• **Task prompt**: Each record beneath this line should be returned exactly as it is.
------ Data for review ------
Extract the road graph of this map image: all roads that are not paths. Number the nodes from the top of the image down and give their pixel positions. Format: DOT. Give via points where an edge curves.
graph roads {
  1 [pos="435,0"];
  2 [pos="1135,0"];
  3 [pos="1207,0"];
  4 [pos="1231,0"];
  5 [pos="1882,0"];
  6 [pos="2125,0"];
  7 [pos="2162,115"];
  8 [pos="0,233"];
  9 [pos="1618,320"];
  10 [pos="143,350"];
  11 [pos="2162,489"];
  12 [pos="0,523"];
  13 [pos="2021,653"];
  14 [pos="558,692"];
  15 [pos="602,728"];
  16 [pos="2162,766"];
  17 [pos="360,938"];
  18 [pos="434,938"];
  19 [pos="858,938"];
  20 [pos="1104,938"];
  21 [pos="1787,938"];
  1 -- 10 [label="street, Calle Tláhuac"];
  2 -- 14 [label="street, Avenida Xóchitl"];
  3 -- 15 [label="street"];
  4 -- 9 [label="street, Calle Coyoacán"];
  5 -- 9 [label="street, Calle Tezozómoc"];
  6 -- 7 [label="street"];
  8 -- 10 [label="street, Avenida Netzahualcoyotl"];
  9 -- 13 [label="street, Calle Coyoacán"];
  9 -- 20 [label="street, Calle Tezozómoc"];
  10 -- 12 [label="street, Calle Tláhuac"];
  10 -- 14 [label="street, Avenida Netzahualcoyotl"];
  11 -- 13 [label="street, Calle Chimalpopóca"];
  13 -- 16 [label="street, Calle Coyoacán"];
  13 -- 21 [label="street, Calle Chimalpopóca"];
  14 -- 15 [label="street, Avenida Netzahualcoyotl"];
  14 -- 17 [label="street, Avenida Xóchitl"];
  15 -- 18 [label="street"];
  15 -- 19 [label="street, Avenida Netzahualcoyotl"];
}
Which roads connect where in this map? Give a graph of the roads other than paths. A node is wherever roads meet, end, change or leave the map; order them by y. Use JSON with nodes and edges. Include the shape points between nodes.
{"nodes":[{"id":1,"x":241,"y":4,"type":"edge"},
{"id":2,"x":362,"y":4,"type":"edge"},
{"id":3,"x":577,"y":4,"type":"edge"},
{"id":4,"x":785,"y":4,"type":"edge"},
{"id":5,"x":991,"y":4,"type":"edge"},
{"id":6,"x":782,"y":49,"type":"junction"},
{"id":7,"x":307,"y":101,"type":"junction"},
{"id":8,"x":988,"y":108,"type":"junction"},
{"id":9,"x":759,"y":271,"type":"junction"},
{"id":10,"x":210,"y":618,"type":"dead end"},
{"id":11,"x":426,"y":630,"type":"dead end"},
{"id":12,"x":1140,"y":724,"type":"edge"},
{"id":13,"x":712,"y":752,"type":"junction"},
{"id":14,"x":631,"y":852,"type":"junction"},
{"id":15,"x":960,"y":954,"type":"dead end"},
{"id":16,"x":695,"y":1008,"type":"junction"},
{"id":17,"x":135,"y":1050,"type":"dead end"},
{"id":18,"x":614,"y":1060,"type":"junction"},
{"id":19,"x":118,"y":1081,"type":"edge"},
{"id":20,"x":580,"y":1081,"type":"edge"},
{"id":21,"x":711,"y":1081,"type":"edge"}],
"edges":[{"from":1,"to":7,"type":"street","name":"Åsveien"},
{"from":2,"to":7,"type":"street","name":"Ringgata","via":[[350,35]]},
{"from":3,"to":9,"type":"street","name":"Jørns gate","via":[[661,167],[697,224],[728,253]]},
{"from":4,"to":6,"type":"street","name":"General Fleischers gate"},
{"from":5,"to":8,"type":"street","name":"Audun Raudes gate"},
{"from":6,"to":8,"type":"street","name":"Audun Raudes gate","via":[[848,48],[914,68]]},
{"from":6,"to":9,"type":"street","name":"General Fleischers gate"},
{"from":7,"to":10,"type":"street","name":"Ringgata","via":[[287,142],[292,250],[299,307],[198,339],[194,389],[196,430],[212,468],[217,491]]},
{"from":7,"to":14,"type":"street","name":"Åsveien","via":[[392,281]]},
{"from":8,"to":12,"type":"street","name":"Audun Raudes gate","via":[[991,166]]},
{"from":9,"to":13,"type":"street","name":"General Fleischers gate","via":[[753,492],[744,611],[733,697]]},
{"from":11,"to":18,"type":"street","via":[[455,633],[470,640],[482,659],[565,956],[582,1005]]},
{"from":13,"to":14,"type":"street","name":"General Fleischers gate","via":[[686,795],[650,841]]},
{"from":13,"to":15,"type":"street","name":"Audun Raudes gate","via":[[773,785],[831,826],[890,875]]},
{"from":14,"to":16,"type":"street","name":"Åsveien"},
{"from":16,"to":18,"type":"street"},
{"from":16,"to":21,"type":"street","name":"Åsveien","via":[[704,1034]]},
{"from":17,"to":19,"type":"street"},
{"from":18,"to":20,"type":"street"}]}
------
• **Exercise result**:
Extract the road graph of this map image: all roads that are not paths. Number the nodes from the top of the image down and give their pixel positions. Format: DOT. Give via points where an edge curves.
graph roads {
  1 [pos="435,0"];
  2 [pos="1135,0"];
  3 [pos="1207,0"];
  4 [pos="1231,0"];
  5 [pos="1882,0"];
  6 [pos="2125,0"];
  7 [pos="2162,115"];
  8 [pos="0,233"];
  9 [pos="1618,320"];
  10 [pos="143,350"];
  11 [pos="2162,489"];
  12 [pos="0,523"];
  13 [pos="2021,653"];
  14 [pos="558,692"];
  15 [pos="602,728"];
  16 [pos="2162,766"];
  17 [pos="360,938"];
  18 [pos="434,938"];
  19 [pos="858,938"];
  20 [pos="1104,938"];
  21 [pos="1787,938"];
  1 -- 10 [label="street, Calle Tláhuac"];
  2 -- 14 [label="street, Avenida Xóchitl"];
  3 -- 15 [label="street"];
  4 -- 9 [label="street, Calle Coyoacán"];
  5 -- 9 [label="street, Calle Tezozómoc"];
  6 -- 7 [label="street"];
  8 -- 10 [label="street, Avenida Netzahualcoyotl"];
  9 -- 13 [label="street, Calle Coyoacán"];
  9 -- 20 [label="street, Calle Tezozómoc"];
  10 -- 12 [label="street, Calle Tláhuac"];
  10 -- 14 [label="street, Avenida Netzahualcoyotl"];
  11 -- 13 [label="street, Calle Chimalpopóca"];
  13 -- 16 [label="street, Calle Coyoacán"];
  13 -- 21 [label="street, Calle Chimalpopóca"];
  14 -- 15 [label="street, Avenida Netzahualcoyotl"];
  14 -- 17 [label="street, Avenida Xóchitl"];
  15 -- 18 [label="street"];
  15 -- 19 [label="street, Avenida Netzahualcoyotl"];
}
Which roads connect where in this map? Give a graph of the roads other than paths. A node is wherever roads meet, end, change or leave the map; order them by y. Use JSON with nodes and edges. Include the shape points between nodes.
{"nodes":[{"id":1,"x":241,"y":4,"type":"edge"},
{"id":2,"x":362,"y":4,"type":"edge"},
{"id":3,"x":577,"y":4,"type":"edge"},
{"id":4,"x":785,"y":4,"type":"edge"},
{"id":5,"x":991,"y":4,"type":"edge"},
{"id":6,"x":782,"y":49,"type":"junction"},
{"id":7,"x":307,"y":101,"type":"junction"},
{"id":8,"x":988,"y":108,"type":"junction"},
{"id":9,"x":759,"y":271,"type":"junction"},
{"id":10,"x":210,"y":618,"type":"dead end"},
{"id":11,"x":426,"y":630,"type":"dead end"},
{"id":12,"x":1140,"y":724,"type":"edge"},
{"id":13,"x":712,"y":752,"type":"junction"},
{"id":14,"x":631,"y":852,"type":"junction"},
{"id":15,"x":960,"y":954,"type":"dead end"},
{"id":16,"x":695,"y":1008,"type":"junction"},
{"id":17,"x":135,"y":1050,"type":"dead end"},
{"id":18,"x":614,"y":1060,"type":"junction"},
{"id":19,"x":118,"y":1081,"type":"edge"},
{"id":20,"x":580,"y":1081,"type":"edge"},
{"id":21,"x":711,"y":1081,"type":"edge"}],
"edges":[{"from":1,"to":7,"type":"street","name":"Åsveien"},
{"from":2,"to":7,"type":"street","name":"Ringgata","via":[[350,35]]},
{"from":3,"to":9,"type":"street","name":"Jørns gate","via":[[661,167],[697,224],[728,253]]},
{"from":4,"to":6,"type":"street","name":"General Fleischers gate"},
{"from":5,"to":8,"type":"street","name":"Audun Raudes gate"},
{"from":6,"to":8,"type":"street","name":"Audun Raudes gate","via":[[848,48],[914,68]]},
{"from":6,"to":9,"type":"street","name":"General Fleischers gate"},
{"from":7,"to":10,"type":"street","name":"Ringgata","via":[[287,142],[292,250],[299,307],[198,339],[194,389],[196,430],[212,468],[217,491]]},
{"from":7,"to":14,"type":"street","name":"Åsveien","via":[[392,281]]},
{"from":8,"to":12,"type":"street","name":"Audun Raudes gate","via":[[991,166]]},
{"from":9,"to":13,"type":"street","name":"General Fleischers gate","via":[[753,492],[744,611],[733,697]]},
{"from":11,"to":18,"type":"street","via":[[455,633],[470,640],[482,659],[565,956],[582,1005]]},
{"from":13,"to":14,"type":"street","name":"General Fleischers gate","via":[[686,795],[650,841]]},
{"from":13,"to":15,"type":"street","name":"Audun Raudes gate","via":[[773,785],[831,826],[890,875]]},
{"from":14,"to":16,"type":"street","name":"Åsveien"},
{"from":16,"to":18,"type":"street"},
{"from":16,"to":21,"type":"street","name":"Åsveien","via":[[704,1034]]},
{"from":17,"to":19,"type":"street"},
{"from":18,"to":20,"type":"street"}]}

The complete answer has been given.